SnoopCompile "snoops" on the Julia compiler, causing it to record the functions and argument types it's compiling. From these lists of methods, you can generate lists of
precompile directives that may reduce the latency between loading packages and using them to do "real work."
SnoopCompile can also detect and analyze method cache invalidations, which occur when new method definitions alter dispatch in a way that forces Julia to discard previously-compiled code. Any later usage of invalidated methods requires recompilation. Invalidation can trigger a domino effect, in which all users of invalidated code also become invalidated, propagating all the way back to the top-level call. When a source of invalidation can be identified and either eliminated or mitigated, you can reduce the amount of work that the compiler needs to repeat and take better advantage of precompilation.
Julia uses Just-in-time (JIT) compilation to generate the code that runs on your CPU. Broadly speaking, there are two major steps: inference and code generation. Inference is the process of determining the type of each object, which in turn determines which specific methods get called; once type inference is complete, code generation performs optimizations and ultimately generates the assembly language (native code) used on CPUs. Some aspects of this process are documented here.

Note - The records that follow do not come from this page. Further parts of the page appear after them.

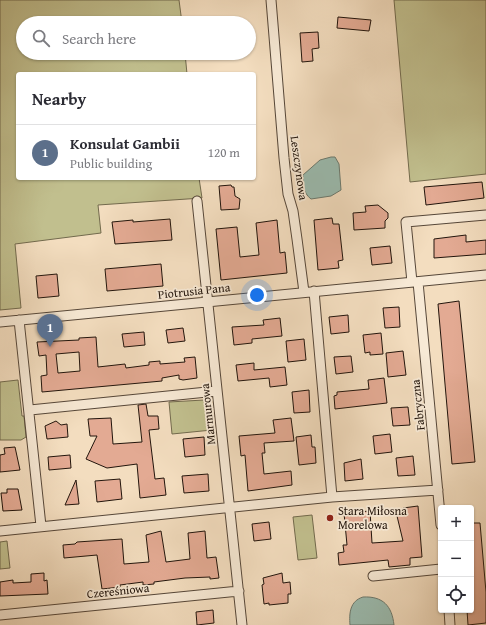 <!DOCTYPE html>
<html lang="en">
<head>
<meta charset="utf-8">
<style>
	:root { --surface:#fff; --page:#f2f2f3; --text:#2b2b33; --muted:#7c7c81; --line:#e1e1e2; --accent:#0f766e }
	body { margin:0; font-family:"Gentium Book Plus",serif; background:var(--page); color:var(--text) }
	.controls { position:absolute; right:12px; bottom:12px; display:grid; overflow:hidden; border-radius:4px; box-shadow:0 1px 3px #0004 }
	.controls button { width:36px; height:36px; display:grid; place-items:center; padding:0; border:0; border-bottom:1px solid var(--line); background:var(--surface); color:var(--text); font:20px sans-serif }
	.you { position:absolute; left:257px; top:295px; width:14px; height:14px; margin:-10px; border:3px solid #fff; border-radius:50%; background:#1a73e8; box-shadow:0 0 0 6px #1a73e833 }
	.badge { display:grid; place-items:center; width:26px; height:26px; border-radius:50%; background:var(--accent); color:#fff; font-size:13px; font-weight:700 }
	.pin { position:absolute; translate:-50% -33px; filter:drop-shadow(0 1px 2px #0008) }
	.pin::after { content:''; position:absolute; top:21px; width:14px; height:12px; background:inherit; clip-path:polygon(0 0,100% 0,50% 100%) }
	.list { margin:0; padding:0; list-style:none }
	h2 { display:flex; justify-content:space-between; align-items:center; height:52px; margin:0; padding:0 16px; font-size:17px }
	h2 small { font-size:13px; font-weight:400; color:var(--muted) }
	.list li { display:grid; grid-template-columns:26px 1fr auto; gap:12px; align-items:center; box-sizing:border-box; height:56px; padding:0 16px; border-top:1px solid var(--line) }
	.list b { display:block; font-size:15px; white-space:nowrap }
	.list p { margin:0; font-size:13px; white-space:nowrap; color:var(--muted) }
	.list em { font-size:13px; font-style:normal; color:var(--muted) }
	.icon { flex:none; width:22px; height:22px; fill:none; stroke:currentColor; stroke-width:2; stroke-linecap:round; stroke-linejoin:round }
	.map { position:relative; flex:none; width:486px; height:625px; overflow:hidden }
	.search { position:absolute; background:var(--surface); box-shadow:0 1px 3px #0004; left:16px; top:16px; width:240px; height:44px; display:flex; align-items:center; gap:10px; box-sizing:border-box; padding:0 14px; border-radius:22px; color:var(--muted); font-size:15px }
	.panel { position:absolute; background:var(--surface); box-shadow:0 1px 3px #0004; left:16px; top:72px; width:240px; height:108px; border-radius:4px }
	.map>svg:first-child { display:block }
</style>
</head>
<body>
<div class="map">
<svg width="486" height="625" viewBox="0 0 486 625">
	<rect width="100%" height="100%" fill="#f3ddbf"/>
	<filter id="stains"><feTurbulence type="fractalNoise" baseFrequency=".005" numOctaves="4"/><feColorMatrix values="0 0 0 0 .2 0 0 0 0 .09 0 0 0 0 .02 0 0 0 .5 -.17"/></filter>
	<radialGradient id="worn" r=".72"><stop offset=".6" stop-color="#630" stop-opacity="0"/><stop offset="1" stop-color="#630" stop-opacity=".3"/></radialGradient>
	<path fill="#c1bf8e" stroke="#726a4d" d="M0,0H179L182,23H23V53H185L187,74H18V178H199L202,198L98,205L101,233L15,244L21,308L0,310Z
		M394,0H486V174L410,182Z
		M18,380L22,416H24L26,437L21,440H0V382Z
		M204,400L210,404L212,430L172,434L169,402Z
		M312,515L317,558L298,560L293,517Z
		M7,541L10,568L0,569V542Z"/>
	<path fill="#9bbcb0" stroke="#6b796e" d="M331,157H335L339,164L341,190L331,196L311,199C303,193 303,184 303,175L320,160Z
		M363,597C383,596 392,606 394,625H350C349,613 350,601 363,597Z"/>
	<path fill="#e3aa93" stroke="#22150c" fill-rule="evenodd" d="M338,17L371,20L369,31L337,28Z
		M318,32L319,48L312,49L313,61L302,62L300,33Z
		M482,182L484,198L426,205L424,187Z
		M231,185L232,187H234L235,196L240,199L239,209L221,210L219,186Z
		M378,205L388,213V218L385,221V228L354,230L353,213L366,212L365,206Z
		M332,218L333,224H339L343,260L338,261L339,268L318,270L314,220Z
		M170,219L172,240L115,244L112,222L133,220V222Z
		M277,220L280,253L285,252L287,273L221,280L216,229L237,227L240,257L259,255L256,223Z
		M466,235V242L486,240V254L434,258V239Z
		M390,246L392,263L372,265L370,248Z
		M161,264L163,286L107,291L105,269Z
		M57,274L59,296L38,298L36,276Z
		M459,301L475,462L452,464L438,304Z
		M399,307L400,327L385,328L383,308Z
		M348,315L349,332L331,334L329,317Z
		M280,318L282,336L252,339V343L234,345L232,327L264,325L263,320Z
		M183,328L185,341L168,343L166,330Z
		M144,332L145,345L124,347L122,334Z
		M381,333L383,354L370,355V352L365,353L363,335Z
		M96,337L98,367L125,364L126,368L149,365V362L160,361V364L185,362L184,358L195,357L197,378L183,380L179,379V375L162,378V381L42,392L41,376L47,375L46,355L39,356L37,342L79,340V338ZM79,352L80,371L58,373L56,354Z
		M304,339L306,360L288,362L286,341Z
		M403,351L406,375L388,377L386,353Z
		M351,356L353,372L336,374L334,357Z
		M254,363V370L285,367L287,385L270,387L269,378L238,381L236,365Z
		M384,378L387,403L335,409L334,396L337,395V392L369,389L368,380Z
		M309,390L310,412L294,413L292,392Z
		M146,404L148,416H158L159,429L149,430L155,479L164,478L166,495L140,498L137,464L107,468L86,459L97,436H90L88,419L111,418L113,444L142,442L138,405Z
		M408,407L410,425L393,426L391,408Z
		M291,418L294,441L264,443L265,453H262L264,474L291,471L292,485L248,491L245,455L241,456L239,436L275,433L273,420Z
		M56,421L61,425L67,424L68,437L47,439L45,426Z
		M390,434L392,452L375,454L373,436Z
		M311,435L312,447H315L316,463L299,465L296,437Z
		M204,437L205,455L185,457L183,439Z
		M15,447L20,470L0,472V455L5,454L4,448Z
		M70,455L71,468L49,470L48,457Z
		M413,456L415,475L398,476L396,458Z
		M361,459L363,479L345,481L344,463Z
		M208,474L209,491L184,493L182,476Z
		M120,479L122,499L97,502L95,481Z
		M76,480L79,504L65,505Z
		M7,489H18L22,510L3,511L1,493H7Z
		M418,506L422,557L410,558V565L389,567L388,560L339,565L338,553L344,552L343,545H347L344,513L370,511L372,543L403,541L397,516L403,510V508Z
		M269,522L271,539L254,541L252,524Z
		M471,523H480L486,592V623L468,625L467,610H471Z
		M161,531L166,562L190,559L188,533L205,531L207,558L216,557L219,578L210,579V577L185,578L154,582V584L143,585V582L120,585V587L102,589L97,555L64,558L63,545L75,544L77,542L122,539L124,564L149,562L146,535Z
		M44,573V581L47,580L48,594L0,596V582L13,580V583L31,582V574Z
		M282,573L283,583L290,582L291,594H288V603L269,605V603L264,604L262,585L264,584L263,578Z
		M213,610L214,623L197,625L196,612Z"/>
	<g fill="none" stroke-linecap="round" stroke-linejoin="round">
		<g stroke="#564739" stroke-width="11">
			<path id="street" d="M271,0L284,158L288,194L293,211L297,239L304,292
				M197,201L242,625
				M412,282L406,222L486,215
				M418,282L441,525
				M314,291L332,497
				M19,320L41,526
				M0,322L486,275
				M30,410L217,391
				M0,531L332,497L438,490
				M373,576L441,569
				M449,610L450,625
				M0,615L239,591"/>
		</g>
		<use href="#street" stroke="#f7e9d5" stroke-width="9"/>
	</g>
	<circle fill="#8f2418" stroke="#f7e9d5" stroke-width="1.5" cx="330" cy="518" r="4"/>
	<g text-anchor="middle" stroke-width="3.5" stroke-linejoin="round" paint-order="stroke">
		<g font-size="12" fill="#22150c" stroke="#f7e9d5">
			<text transform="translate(299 168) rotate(82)" y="4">Leszczynowa</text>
			<text transform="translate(194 291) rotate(-6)" y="4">Piotrusia Pana</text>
			<text transform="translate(418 405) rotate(-96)" y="4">Fabryczna</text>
			<text transform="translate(208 414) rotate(-96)" y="4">Marmurowa</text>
			<text transform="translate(118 591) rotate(-6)" y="4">Czereśniowa</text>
		</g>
		<g font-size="12" fill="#22150c" stroke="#f7e9d5" text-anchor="start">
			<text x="338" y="515">Stara Miłosna<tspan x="338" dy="14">Morelowa</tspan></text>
		</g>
	</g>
	<rect width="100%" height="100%" filter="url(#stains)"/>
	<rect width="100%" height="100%" fill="url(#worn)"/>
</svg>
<div class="controls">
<button>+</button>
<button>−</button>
<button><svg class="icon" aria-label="locate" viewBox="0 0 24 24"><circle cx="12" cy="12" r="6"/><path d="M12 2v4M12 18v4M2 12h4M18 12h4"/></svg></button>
</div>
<div class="you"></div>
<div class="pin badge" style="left:50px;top:347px;background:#5c6f8a">1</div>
<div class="search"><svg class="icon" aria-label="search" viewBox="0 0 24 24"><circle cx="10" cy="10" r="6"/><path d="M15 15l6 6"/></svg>Search here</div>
<section class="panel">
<h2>Nearby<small></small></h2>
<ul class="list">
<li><span class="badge" style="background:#5c6f8a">1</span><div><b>Konsulat Gambii</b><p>Public building</p></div><em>120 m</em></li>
</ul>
</section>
</div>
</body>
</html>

Every time you load a package in a fresh Julia session, the methods you use need to be JIT-compiled, and this contributes to the latency of using the package. In some circumstances, you can save some of the work to reduce the burden next time. This is called precompilation. Unfortunately, precompilation is not as comprehensive as one might hope. Currently, Julia is only capable of saving inference results (not native code) in the
*.ji files that are the result of precompilation. Moreover, there are some significant constraints that sometimes prevent Julia from saving even the inference results; and finally, what does get saved can sometimes be invalidated if later packages provide more specific methods that supersede some of the calls in the precompiled methods.
Despite these limitations, there are cases where precompilation can substantially reduce latency. SnoopCompile is designed to try to make it easy to try precompilation to see whether it produces measurable benefits.

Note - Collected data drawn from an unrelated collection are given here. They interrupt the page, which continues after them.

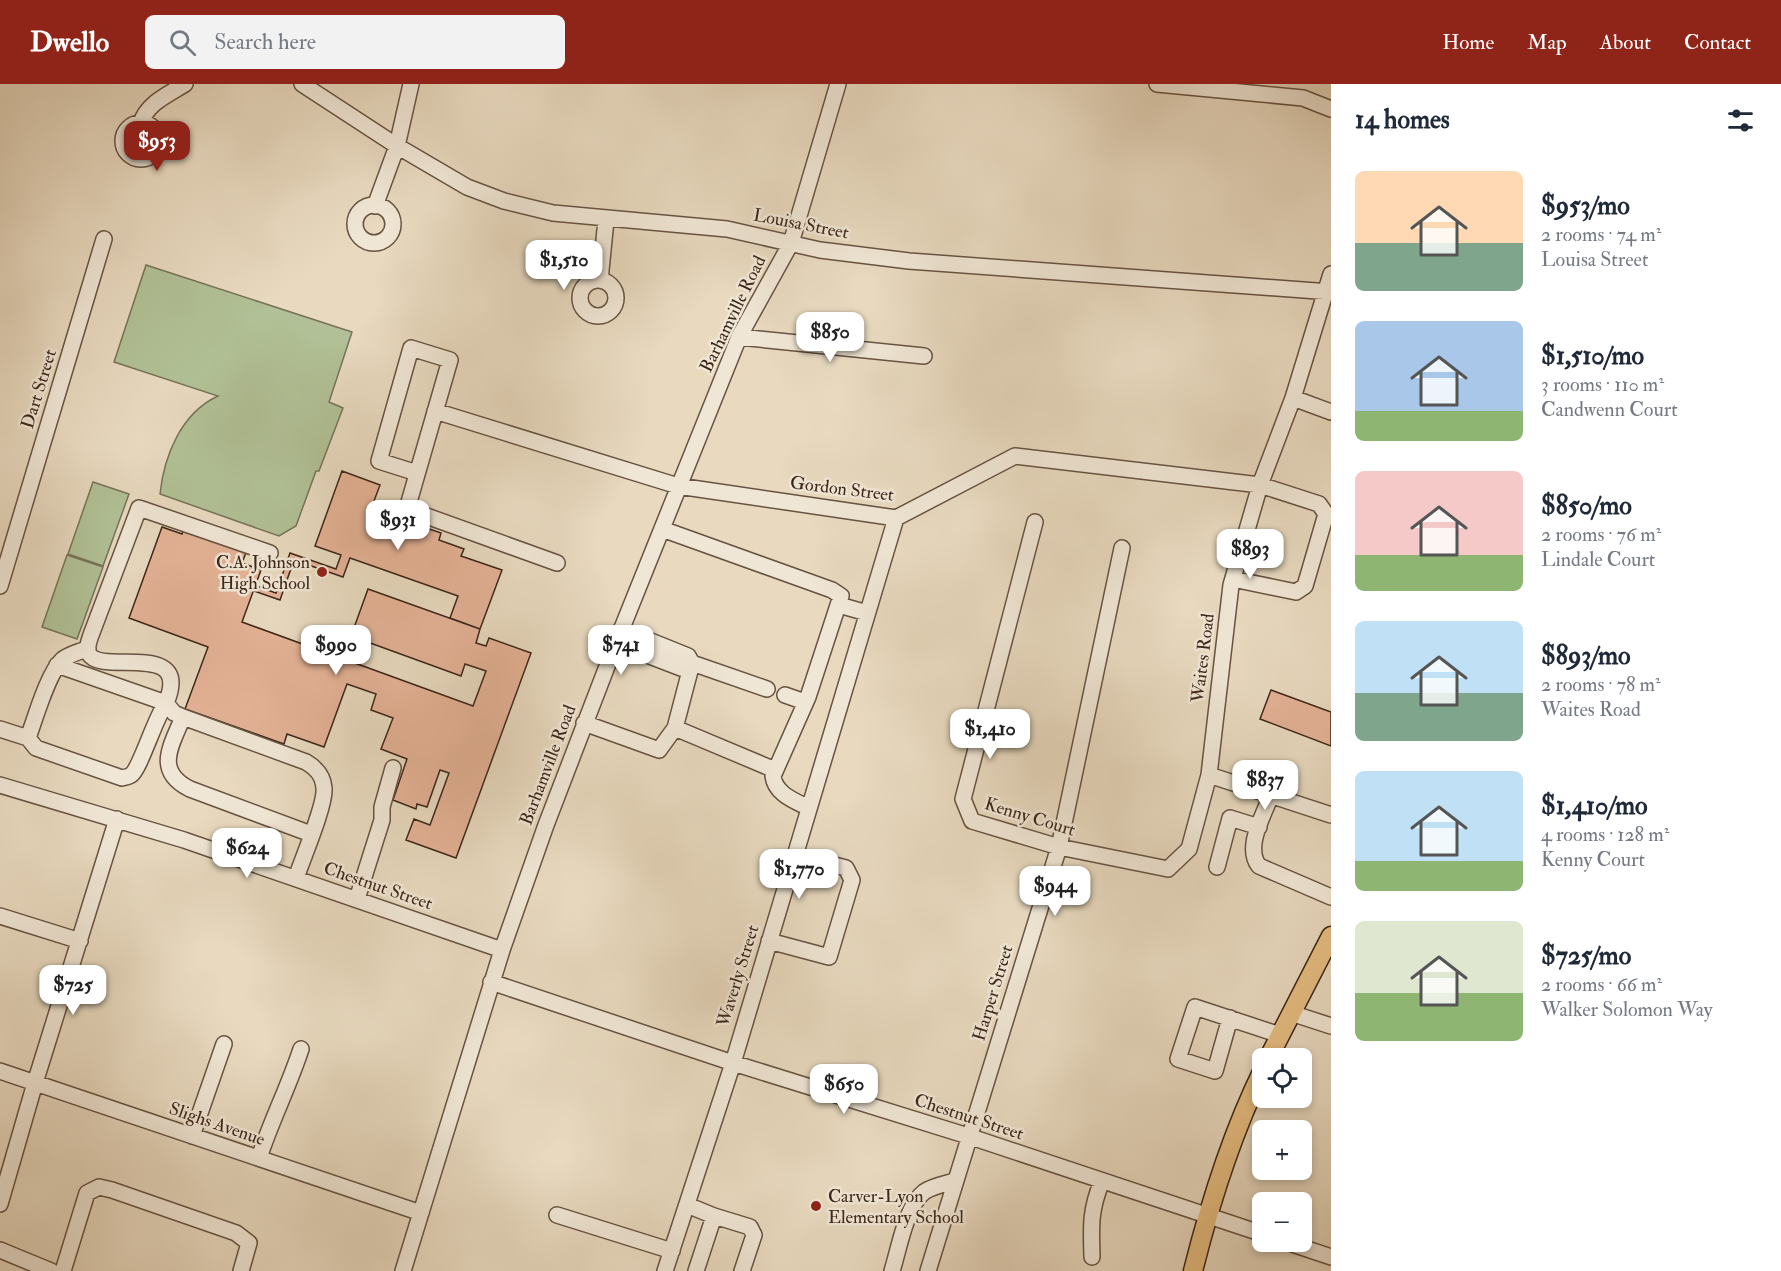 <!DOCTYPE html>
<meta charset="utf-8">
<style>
:root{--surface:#fff;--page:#f2f2f3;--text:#1f2937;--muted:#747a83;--accent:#8f2418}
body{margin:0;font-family:"IM FELL Double Pica",serif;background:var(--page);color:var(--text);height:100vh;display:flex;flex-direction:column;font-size:22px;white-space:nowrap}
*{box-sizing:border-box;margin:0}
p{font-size:20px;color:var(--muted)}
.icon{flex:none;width:33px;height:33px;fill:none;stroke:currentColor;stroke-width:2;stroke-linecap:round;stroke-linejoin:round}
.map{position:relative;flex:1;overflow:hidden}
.sheet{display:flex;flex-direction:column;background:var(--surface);width:450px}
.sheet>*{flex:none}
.tools{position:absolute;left:1252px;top:964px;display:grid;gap:12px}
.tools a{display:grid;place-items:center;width:60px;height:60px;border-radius:9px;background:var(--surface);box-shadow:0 3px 9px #0003;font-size:30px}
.price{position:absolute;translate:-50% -51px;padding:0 14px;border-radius:12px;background:#fff;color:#222;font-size:20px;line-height:39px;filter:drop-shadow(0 2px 3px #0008)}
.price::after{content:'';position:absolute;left:50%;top:36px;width:18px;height:14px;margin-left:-9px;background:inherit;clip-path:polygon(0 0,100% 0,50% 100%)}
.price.active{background:var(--accent);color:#fff}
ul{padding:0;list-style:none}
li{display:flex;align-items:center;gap:18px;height:150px;padding:0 24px}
li span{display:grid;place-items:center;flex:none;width:168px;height:120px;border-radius:9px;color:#555}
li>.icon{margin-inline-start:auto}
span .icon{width:72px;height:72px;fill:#fffc;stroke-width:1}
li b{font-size:26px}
h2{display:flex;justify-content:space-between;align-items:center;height:72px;padding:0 24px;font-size:26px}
header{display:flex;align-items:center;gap:36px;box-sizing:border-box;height:84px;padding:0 30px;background:var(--accent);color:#fff}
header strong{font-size:28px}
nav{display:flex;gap:33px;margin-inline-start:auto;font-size:21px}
.search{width:420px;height:54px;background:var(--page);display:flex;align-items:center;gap:15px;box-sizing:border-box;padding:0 21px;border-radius:9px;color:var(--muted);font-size:22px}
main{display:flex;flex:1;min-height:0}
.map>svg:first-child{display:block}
.green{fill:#b1c096;stroke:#777358;stroke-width:1.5}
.building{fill:#e4b296;stroke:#3d2619;stroke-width:1.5}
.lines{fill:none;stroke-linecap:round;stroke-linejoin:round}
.minor-casing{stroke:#685342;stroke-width:18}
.major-casing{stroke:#3d2619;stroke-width:21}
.minor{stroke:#f0e6d5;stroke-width:15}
.major{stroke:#e4bc80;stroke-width:18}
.poi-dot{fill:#8f2418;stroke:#f0e6d5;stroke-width:2}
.labels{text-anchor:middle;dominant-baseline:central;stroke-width:5;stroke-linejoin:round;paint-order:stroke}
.street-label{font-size:18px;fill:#3d2619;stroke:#f0e6d5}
.poi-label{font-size:18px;fill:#3d2619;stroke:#f0e6d5;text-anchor:end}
</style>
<header>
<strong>Dwello</strong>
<div class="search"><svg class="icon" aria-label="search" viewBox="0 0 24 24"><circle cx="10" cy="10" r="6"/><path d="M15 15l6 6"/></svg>Search here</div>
<nav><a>Home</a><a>Map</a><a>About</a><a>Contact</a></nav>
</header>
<main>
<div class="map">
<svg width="1331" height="1187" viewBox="0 0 1331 1187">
<rect width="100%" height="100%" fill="#e8d9bf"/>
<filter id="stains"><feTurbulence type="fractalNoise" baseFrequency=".00333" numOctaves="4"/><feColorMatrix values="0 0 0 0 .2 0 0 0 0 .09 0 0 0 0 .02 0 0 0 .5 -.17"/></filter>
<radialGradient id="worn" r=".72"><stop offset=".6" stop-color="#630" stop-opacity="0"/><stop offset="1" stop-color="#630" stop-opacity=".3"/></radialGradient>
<path class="green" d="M146 181 352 248 329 318 343 324 319 387H316L296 442 279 452 160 410C164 372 181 329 218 312L114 278Z
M93 398 129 410 103 482 68 470Z
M67 471 103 483 77 555 42 543Z"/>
<path class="building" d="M342 387 380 401 371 425 441 449 439 456 464 465 461 472 502 486 480 545 450 534 458 512 350 474 343 493 294 476 280 516 254 507 256 502 276 509 290 469 336 485 341 471 315 462Z
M162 443 182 450 184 443 247 466 242 479 261 486 242 538 473 622 486 587 465 580 461 592 351 552 368 505 480 545 476 559 486 562 489 554 531 569 456 774 406 756 414 735 430 741 449 689 440 686 427 723 417 720 416 725 393 716 407 675 381 665 393 634 371 626 376 610 347 600 324 663 287 650 284 660 185 625 208 563 129 534Z
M1271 606 1331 628V662L1260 635Z"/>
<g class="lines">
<g class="minor-casing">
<path id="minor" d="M302 0 397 62 467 103 504 117 553 129 727 145 820 166 909 177 1331 208
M1157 0 1303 14 1331 25
M123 57a18 18 0 1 1 36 0a18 18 0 1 1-36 0Z
M141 39C147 19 169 10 185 0
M355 140a19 19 0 1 1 38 0a19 19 0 1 1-38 0Z
M375 122 397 62 411 0
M580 214a18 18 0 1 1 36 0a18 18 0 1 1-36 0Z
M600 196 606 136
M739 253 924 272
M1293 314 1331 328
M435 327 678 402 896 434 1015 372 1260 401 1319 420 1326 430 1305 502 1296 508 1233 495
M417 389 379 377 411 264 450 276 407 425 557 479
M1035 438 963 715 972 737 1059 763 1168 785 1189 765 1209 691 1231 501 1260 401 1293 314 1331 190
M662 445 832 506 841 512 808 613 773 692C775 710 795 717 809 724
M0 502 104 155
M839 521 867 529
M616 559 681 584 692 579 688 572 621 545
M57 581 166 619C193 555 101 592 89 570 86 564 89 557 91 551L139 424 270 469
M785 611 805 618
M183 633C171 662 154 687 190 705L311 750
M584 639 659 666 675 644 775 686
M675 644 692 579 767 605
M0 645 28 654 36 664 122 694C125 693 129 693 131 691 140 685 155 634 166 619L174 629 183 633 306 678C316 684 323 691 324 704 326 720 302 776 296 794
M28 654C35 635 48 589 62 576 69 570 80 568 88 564
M1209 691 1331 731
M0 701 184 756 502 866
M1271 711C1264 731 1244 763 1259 782L1331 813
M1217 783 1230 734 1259 743
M357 815 382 736V723L393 684
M0 832 80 857
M769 857 829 873 852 796 846 784 795 771
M491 898 733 979 968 1052 1263 1150
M1291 929 1331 942
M1230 934 1215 987 1178 975 1195 923 1280 951
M0 987 421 1129
M192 1052 224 960
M259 1074C271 1037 289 1002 301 965
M0 1120 35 999 117 735
M687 1121 714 1132 696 1187
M557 1131 672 1167
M714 1132 750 1143 754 1151 742 1187
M1286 1158 1331 1173
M0 1166 51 1187
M1092 1173C1091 1142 1090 1126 1102 1097
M63 1187 87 1109 99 1103 112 1106 236 1149 249 1159 241 1187
M403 1187 502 866 546 741 616 559 739 253 791 159 838 0
M665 1187 733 979 896 434
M892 1187C899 1165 906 1122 924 1108 933 1102 945 1100 955 1097
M928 1187 1059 763 1122 464"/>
</g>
<g class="major-casing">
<path id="major" d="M1268 975 1331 852
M1193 1187C1210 1119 1232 1049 1263 986"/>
</g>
<use href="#minor" class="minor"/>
<use href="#major" class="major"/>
</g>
<g class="poi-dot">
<circle cx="322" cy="488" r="6"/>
<circle cx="816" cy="1122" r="6"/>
</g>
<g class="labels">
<g class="street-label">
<text transform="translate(801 140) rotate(11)">Louisa Street</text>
<text transform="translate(733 230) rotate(-64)">Barhamville Road</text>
<text transform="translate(39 305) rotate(-73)">Dart Street</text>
<text transform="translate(842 405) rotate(7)">Gordon Street</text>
<text transform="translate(1203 574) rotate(-83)">Waites Road</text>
<text transform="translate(548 681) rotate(-69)">Barhamville Road</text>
<text transform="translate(1030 733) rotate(17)">Kenny Court</text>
<text transform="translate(378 802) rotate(19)">Chestnut Street</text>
<text transform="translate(738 892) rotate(-73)">Waverly Street</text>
<text transform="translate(993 909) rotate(-73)">Harper Street</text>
<text transform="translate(969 1033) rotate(18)">Chestnut Street</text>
<text transform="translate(217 1040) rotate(19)">Slighs Avenue</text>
</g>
<g class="poi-label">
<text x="310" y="478">C.A. Johnson<tspan x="310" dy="21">High School</tspan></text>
<text x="828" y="1112" text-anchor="start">Carver-Lyon<tspan x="828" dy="21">Elementary School</tspan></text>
</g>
</g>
<rect width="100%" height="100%" filter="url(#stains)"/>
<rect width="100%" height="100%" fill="url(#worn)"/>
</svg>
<div class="tools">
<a><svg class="icon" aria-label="locate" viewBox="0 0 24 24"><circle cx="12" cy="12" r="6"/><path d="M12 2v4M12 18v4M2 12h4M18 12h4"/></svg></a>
<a>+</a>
<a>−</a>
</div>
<b class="price active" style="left:157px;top:88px">$953</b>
<b class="price" style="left:564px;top:207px">$1,510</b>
<b class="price" style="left:830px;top:279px">$850</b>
<b class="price" style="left:398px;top:467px">$931</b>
<b class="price" style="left:1250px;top:496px">$893</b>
<b class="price" style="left:336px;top:592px">$990</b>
<b class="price" style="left:621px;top:592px">$741</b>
<b class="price" style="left:990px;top:676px">$1,410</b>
<b class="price" style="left:1265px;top:727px">$837</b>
<b class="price" style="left:247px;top:795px">$624</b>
<b class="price" style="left:799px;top:816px">$1,770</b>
<b class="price" style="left:1055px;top:833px">$944</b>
<b class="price" style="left:73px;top:932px">$725</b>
<b class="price" style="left:844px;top:1031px">$650</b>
</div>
<section class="sheet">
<h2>14 homes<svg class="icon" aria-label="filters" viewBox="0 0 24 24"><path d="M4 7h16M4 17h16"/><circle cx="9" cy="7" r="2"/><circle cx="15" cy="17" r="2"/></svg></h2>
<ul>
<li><span style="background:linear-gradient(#ffd9b3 60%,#7fa58c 0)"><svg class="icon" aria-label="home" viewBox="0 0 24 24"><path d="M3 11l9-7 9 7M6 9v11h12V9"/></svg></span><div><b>$953/mo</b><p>2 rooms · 74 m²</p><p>Louisa Street</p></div></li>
<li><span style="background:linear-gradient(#a9c7e8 75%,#8fb573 0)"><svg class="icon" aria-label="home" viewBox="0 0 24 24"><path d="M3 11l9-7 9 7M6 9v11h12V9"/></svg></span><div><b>$1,510/mo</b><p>3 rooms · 110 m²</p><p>Candwenn Court</p></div></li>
<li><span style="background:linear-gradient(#f6c9c9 70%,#8fb573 0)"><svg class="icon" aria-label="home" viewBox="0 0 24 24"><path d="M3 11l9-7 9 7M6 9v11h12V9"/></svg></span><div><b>$850/mo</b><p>2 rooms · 76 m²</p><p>Lindale Court</p></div></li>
<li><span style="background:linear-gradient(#bfe0f5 60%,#7fa58c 0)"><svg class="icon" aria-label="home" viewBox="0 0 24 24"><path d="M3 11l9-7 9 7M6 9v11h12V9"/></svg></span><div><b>$893/mo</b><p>2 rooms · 78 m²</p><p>Waites Road</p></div></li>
<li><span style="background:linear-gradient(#bfe0f5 75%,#8fb573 0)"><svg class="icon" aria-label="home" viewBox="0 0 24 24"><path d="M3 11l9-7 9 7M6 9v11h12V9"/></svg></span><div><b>$1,410/mo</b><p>4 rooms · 128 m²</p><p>Kenny Court</p></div></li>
<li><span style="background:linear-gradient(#dfe7d0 60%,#8fb573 0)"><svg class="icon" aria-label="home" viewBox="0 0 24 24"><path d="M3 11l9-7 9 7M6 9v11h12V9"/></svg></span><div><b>$725/mo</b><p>2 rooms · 66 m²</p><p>Walker Solomon Way</p></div></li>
</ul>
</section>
</main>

SnoopCompile is intended primarily for package developers who want to improve the experience for their users. Because the results of SnoopCompile are typically stored in the
*.ji precompile files, anyone can take advantage of the reduced latency.
PackageCompiler is an alternative that non-developer users may want to consider for their own workflow. It performs more thorough precompilation than the "standard" usage of SnoopCompile, although one can achieve a similar effect by creating
userimg.jl files. However, the cost is vastly increased build times, which for package developers is unlikely to be productive.
Finally, another alternative that reduces latency without any modifications to package files is Revise. It can be used in conjunction with SnoopCompile.